Data records>

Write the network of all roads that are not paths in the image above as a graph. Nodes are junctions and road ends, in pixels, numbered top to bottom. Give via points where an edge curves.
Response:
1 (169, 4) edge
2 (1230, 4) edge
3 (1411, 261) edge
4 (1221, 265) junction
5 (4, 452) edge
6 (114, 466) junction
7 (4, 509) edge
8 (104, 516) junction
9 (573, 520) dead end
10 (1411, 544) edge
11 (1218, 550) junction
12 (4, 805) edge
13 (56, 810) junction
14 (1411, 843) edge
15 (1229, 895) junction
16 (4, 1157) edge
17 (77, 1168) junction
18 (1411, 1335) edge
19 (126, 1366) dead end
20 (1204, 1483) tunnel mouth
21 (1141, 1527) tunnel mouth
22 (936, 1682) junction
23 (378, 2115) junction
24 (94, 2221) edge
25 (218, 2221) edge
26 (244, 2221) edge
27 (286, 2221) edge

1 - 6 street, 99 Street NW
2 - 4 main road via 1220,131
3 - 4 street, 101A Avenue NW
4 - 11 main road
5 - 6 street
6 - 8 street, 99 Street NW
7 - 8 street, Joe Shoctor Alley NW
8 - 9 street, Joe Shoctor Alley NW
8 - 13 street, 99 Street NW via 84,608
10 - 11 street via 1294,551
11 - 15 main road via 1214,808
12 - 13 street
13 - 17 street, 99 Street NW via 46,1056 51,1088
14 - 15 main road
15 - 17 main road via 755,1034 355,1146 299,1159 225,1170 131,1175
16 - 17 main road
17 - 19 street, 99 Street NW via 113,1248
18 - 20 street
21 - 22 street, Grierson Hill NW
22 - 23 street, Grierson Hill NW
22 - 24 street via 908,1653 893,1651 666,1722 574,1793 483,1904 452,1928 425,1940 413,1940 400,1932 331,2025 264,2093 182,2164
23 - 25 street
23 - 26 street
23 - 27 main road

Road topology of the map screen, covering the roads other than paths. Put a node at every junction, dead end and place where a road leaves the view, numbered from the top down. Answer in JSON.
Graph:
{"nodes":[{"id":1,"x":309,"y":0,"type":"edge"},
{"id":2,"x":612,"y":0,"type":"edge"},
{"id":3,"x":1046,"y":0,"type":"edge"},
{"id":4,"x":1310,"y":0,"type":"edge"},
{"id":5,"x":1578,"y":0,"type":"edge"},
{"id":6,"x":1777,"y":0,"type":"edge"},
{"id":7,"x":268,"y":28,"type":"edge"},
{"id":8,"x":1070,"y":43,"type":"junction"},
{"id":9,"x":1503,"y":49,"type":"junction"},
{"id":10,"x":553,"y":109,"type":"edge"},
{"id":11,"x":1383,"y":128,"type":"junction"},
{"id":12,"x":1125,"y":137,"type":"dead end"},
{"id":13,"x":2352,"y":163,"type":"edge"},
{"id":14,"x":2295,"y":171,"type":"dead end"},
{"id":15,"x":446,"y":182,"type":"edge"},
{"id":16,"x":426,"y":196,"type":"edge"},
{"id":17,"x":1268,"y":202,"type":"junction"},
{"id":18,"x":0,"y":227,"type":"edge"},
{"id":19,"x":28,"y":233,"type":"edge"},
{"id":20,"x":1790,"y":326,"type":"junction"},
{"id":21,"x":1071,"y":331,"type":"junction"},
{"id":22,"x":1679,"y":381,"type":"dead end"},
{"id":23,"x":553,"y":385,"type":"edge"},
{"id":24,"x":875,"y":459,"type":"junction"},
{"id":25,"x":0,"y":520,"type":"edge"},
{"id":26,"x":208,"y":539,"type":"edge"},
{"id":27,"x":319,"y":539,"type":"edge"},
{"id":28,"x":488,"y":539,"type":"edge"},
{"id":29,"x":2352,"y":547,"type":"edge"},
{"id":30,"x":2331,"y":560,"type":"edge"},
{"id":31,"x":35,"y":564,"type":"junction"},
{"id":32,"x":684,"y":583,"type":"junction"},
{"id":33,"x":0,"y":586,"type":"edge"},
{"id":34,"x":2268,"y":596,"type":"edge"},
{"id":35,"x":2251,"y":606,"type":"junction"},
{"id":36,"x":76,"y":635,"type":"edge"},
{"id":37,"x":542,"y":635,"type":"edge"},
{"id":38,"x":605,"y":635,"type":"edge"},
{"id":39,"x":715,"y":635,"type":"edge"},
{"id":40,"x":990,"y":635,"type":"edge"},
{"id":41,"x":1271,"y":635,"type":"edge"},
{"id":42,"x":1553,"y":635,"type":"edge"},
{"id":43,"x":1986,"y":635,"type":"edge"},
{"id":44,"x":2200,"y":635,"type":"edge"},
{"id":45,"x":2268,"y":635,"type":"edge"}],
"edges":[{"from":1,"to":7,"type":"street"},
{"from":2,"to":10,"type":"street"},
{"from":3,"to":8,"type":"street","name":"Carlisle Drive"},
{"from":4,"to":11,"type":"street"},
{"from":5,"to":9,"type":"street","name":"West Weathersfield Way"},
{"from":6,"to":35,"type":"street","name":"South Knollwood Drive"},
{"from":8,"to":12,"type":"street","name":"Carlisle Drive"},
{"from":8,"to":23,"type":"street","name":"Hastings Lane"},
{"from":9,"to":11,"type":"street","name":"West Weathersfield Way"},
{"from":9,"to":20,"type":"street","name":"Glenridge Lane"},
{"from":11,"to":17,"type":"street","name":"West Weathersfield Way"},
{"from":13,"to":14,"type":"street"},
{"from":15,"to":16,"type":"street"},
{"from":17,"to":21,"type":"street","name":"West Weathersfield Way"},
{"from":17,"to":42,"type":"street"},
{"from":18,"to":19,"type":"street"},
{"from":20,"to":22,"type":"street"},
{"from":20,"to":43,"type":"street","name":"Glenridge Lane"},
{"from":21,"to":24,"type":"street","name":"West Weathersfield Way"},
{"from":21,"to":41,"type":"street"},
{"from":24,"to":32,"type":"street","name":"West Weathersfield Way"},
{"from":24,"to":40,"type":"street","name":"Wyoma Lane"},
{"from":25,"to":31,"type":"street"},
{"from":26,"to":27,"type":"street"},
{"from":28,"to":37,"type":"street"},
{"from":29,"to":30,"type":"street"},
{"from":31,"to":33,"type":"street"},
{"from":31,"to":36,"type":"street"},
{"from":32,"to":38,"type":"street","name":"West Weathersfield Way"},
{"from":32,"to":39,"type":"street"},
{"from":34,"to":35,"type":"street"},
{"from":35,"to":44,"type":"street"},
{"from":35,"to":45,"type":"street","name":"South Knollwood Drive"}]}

What you will do> Using the records above, repeat exactly the lines from the first one through the line with "Road topology of".

Written response>
Write the network of all roads that are not paths in the image above as a graph. Nodes are junctions and road ends, in pixels, numbered top to bottom. Give via points where an edge curves.
Response:
1 (169, 4) edge
2 (1230, 4) edge
3 (1411, 261) edge
4 (1221, 265) junction
5 (4, 452) edge
6 (114, 466) junction
7 (4, 509) edge
8 (104, 516) junction
9 (573, 520) dead end
10 (1411, 544) edge
11 (1218, 550) junction
12 (4, 805) edge
13 (56, 810) junction
14 (1411, 843) edge
15 (1229, 895) junction
16 (4, 1157) edge
17 (77, 1168) junction
18 (1411, 1335) edge
19 (126, 1366) dead end
20 (1204, 1483) tunnel mouth
21 (1141, 1527) tunnel mouth
22 (936, 1682) junction
23 (378, 2115) junction
24 (94, 2221) edge
25 (218, 2221) edge
26 (244, 2221) edge
27 (286, 2221) edge

1 - 6 street, 99 Street NW
2 - 4 main road via 1220,131
3 - 4 street, 101A Avenue NW
4 - 11 main road
5 - 6 street
6 - 8 street, 99 Street NW
7 - 8 street, Joe Shoctor Alley NW
8 - 9 street, Joe Shoctor Alley NW
8 - 13 street, 99 Street NW via 84,608
10 - 11 street via 1294,551
11 - 15 main road via 1214,808
12 - 13 street
13 - 17 street, 99 Street NW via 46,1056 51,1088
14 - 15 main road
15 - 17 main road via 755,1034 355,1146 299,1159 225,1170 131,1175
16 - 17 main road
17 - 19 street, 99 Street NW via 113,1248
18 - 20 street
21 - 22 street, Grierson Hill NW
22 - 23 street, Grierson Hill NW
22 - 24 street via 908,1653 893,1651 666,1722 574,1793 483,1904 452,1928 425,1940 413,1940 400,1932 331,2025 264,2093 182,2164
23 - 25 street
23 - 26 street
23 - 27 main road

Road topology of the map screen, covering the roads other than paths. Put a node at every junction, dead end and place where a road leaves the view, numbered from the top down. Answer in JSON.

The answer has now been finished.